## Your objective
All that is needed is the line in the material below containing "Digitize the connectivity", plus every line after it, printed exactly.

## Given data
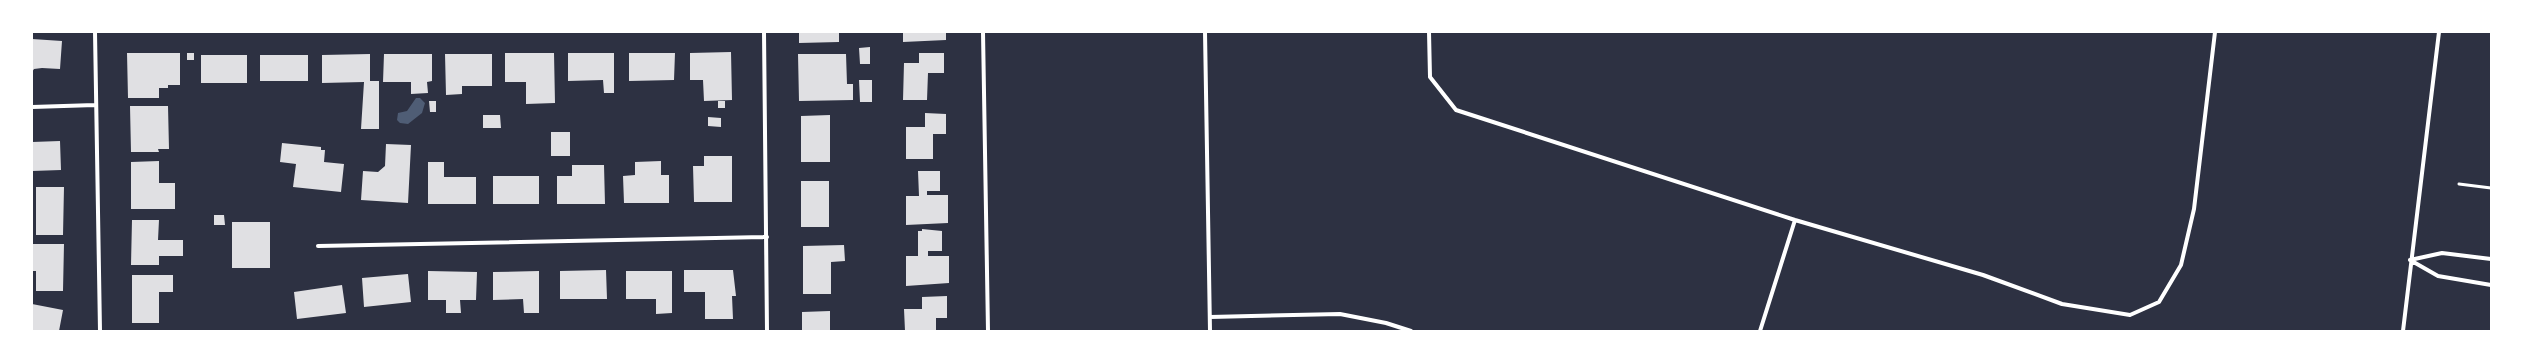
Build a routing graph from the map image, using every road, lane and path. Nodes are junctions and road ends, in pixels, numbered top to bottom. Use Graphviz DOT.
graph roads {
  1 [pos="95,32"];
  2 [pos="764,32"];
  3 [pos="983,32"];
  4 [pos="1205,32"];
  5 [pos="1429,32"];
  6 [pos="2215,32"];
  7 [pos="2439,32"];
  8 [pos="95,105"];
  9 [pos="32,107"];
  10 [pos="2459,184"];
  11 [pos="2491,188"];
  12 [pos="1795,220"];
  13 [pos="767,237"];
  14 [pos="318,246"];
  15 [pos="2491,259"];
  16 [pos="2410,260"];
  17 [pos="2491,285"];
  18 [pos="1210,317"];
  19 [pos="100,331"];
  20 [pos="767,331"];
  21 [pos="988,331"];
  22 [pos="1210,331"];
  23 [pos="1411,331"];
  24 [pos="1760,331"];
  25 [pos="2403,331"];
  1 -- 8 [label="street"];
  2 -- 13 [label="street"];
  3 -- 21 [label="street"];
  4 -- 18 [label="street"];
  5 -- 12 [label="street"];
  6 -- 12 [label="street"];
  7 -- 16 [label="street"];
  8 -- 9 [label="street"];
  8 -- 19 [label="street"];
  10 -- 11 [label="lane"];
  12 -- 24 [label="street"];
  13 -- 14 [label="street"];
  13 -- 20 [label="street"];
  15 -- 16 [label="street"];
  16 -- 17 [label="street"];
  16 -- 25 [label="street"];
  18 -- 22 [label="street"];
  18 -- 23 [label="street"];
}
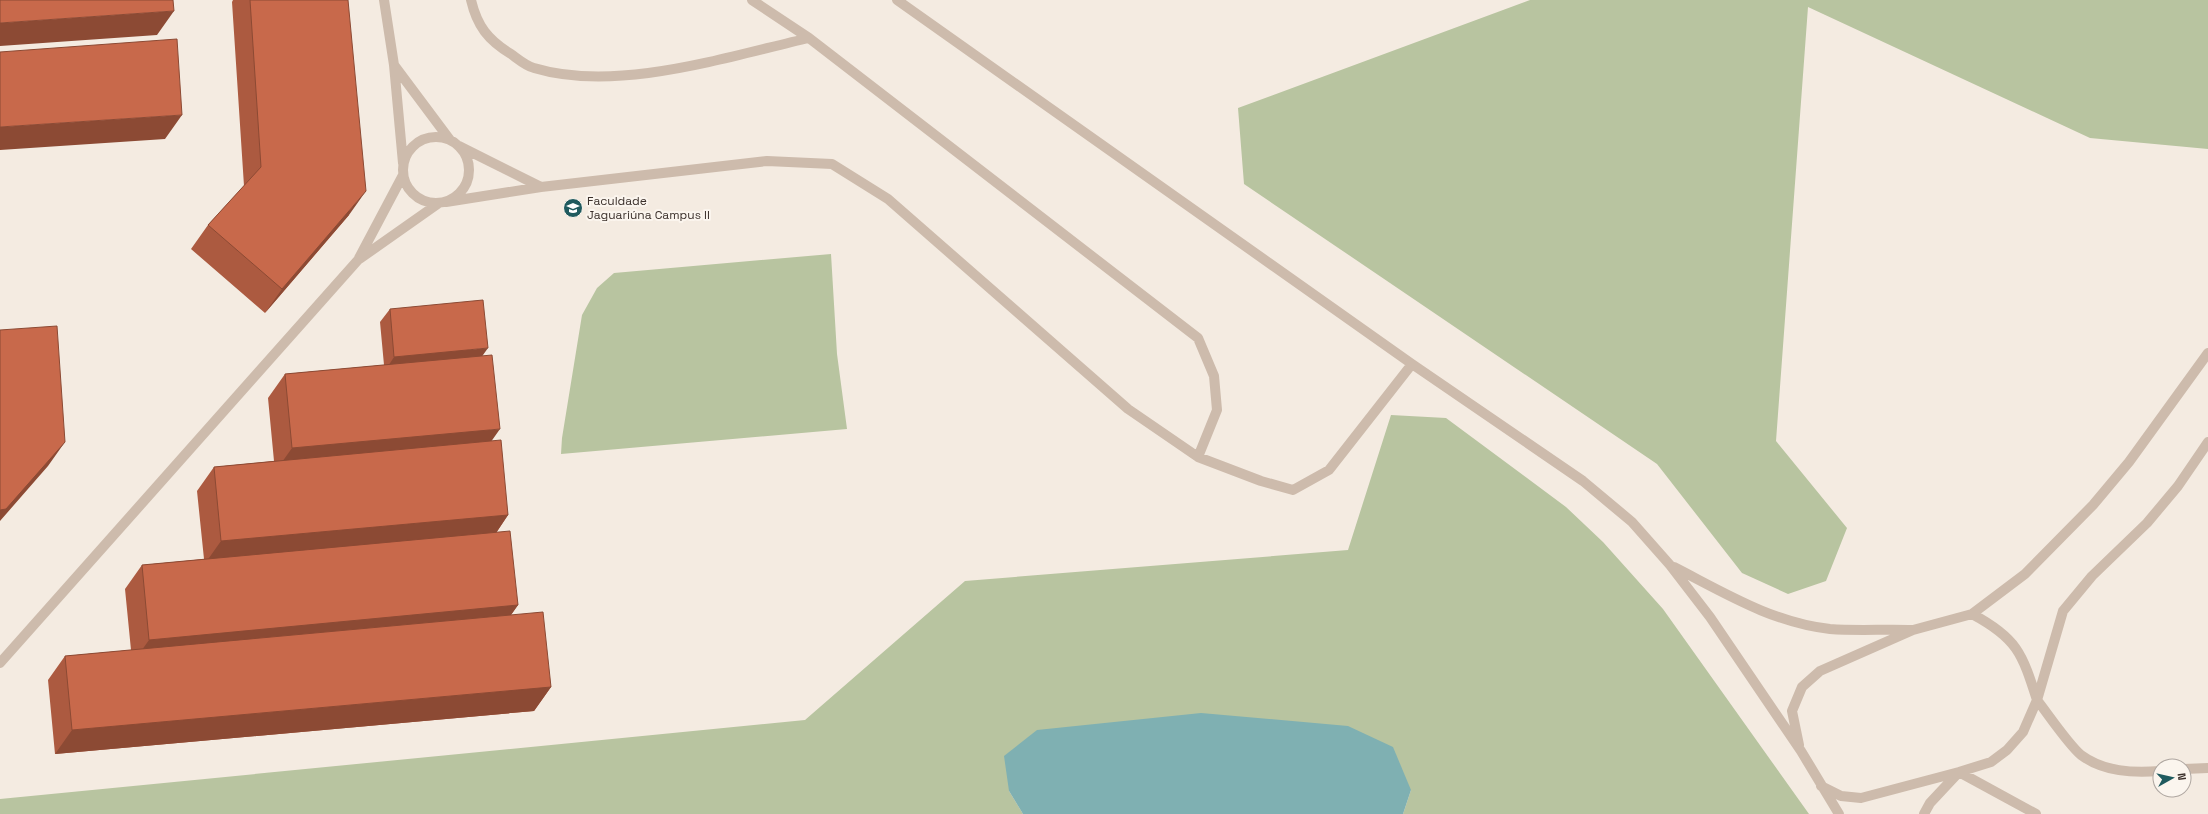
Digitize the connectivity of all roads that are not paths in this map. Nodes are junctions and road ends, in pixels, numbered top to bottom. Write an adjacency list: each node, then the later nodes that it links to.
1 (384, 0): 6 (street)
2 (471, 0): 5 (street)
3 (752, 0): 5 (street)
4 (897, 0): 14 (street)
5 (809, 38): 16 (street)
6 (394, 65): 7 (street); 8 (street)
7 (454, 143): 8 (street); 10 (street); 11 (street)
8 (404, 163): 9 (street)
9 (403, 175): 11 (street); 12 (street)
10 (541, 188): 11 (street); 16 (street)
11 (443, 202): 12 (street)
12 (358, 260): 20 (street)
13 (2208, 353): 18 (street)
14 (1412, 364): 16 (street); 17 (street)
15 (2208, 442): 21 (street)
16 (1198, 457)
17 (1670, 565): 19 (street); 22 (street)
18 (1972, 614): 19 (street); 21 (street)
19 (1913, 630): 22 (street)
20 (0, 663)
21 (2037, 700): 25 (street); 26 (street)
22 (1801, 751): 27 (street)
23 (2208, 768): 24 (street)
24 (2192, 769)
25 (2152, 771)
26 (1959, 772): 27 (street); 29 (street); 30 (street)
27 (1821, 786): 28 (street)
28 (1838, 814)
29 (1924, 814)
30 (2036, 814)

## Expected output
Digitize the connectivity of all roads that are not paths in this map. Nodes are junctions and road ends, in pixels, numbered top to bottom. Write an adjacency list: each node, then the later nodes that it links to.
1 (384, 0): 6 (street)
2 (471, 0): 5 (street)
3 (752, 0): 5 (street)
4 (897, 0): 14 (street)
5 (809, 38): 16 (street)
6 (394, 65): 7 (street); 8 (street)
7 (454, 143): 8 (street); 10 (street); 11 (street)
8 (404, 163): 9 (street)
9 (403, 175): 11 (street); 12 (street)
10 (541, 188): 11 (street); 16 (street)
11 (443, 202): 12 (street)
12 (358, 260): 20 (street)
13 (2208, 353): 18 (street)
14 (1412, 364): 16 (street); 17 (street)
15 (2208, 442): 21 (street)
16 (1198, 457)
17 (1670, 565): 19 (street); 22 (street)
18 (1972, 614): 19 (street); 21 (street)
19 (1913, 630): 22 (street)
20 (0, 663)
21 (2037, 700): 25 (street); 26 (street)
22 (1801, 751): 27 (street)
23 (2208, 768): 24 (street)
24 (2192, 769)
25 (2152, 771)
26 (1959, 772): 27 (street); 29 (street); 30 (street)
27 (1821, 786): 28 (street)
28 (1838, 814)
29 (1924, 814)
30 (2036, 814)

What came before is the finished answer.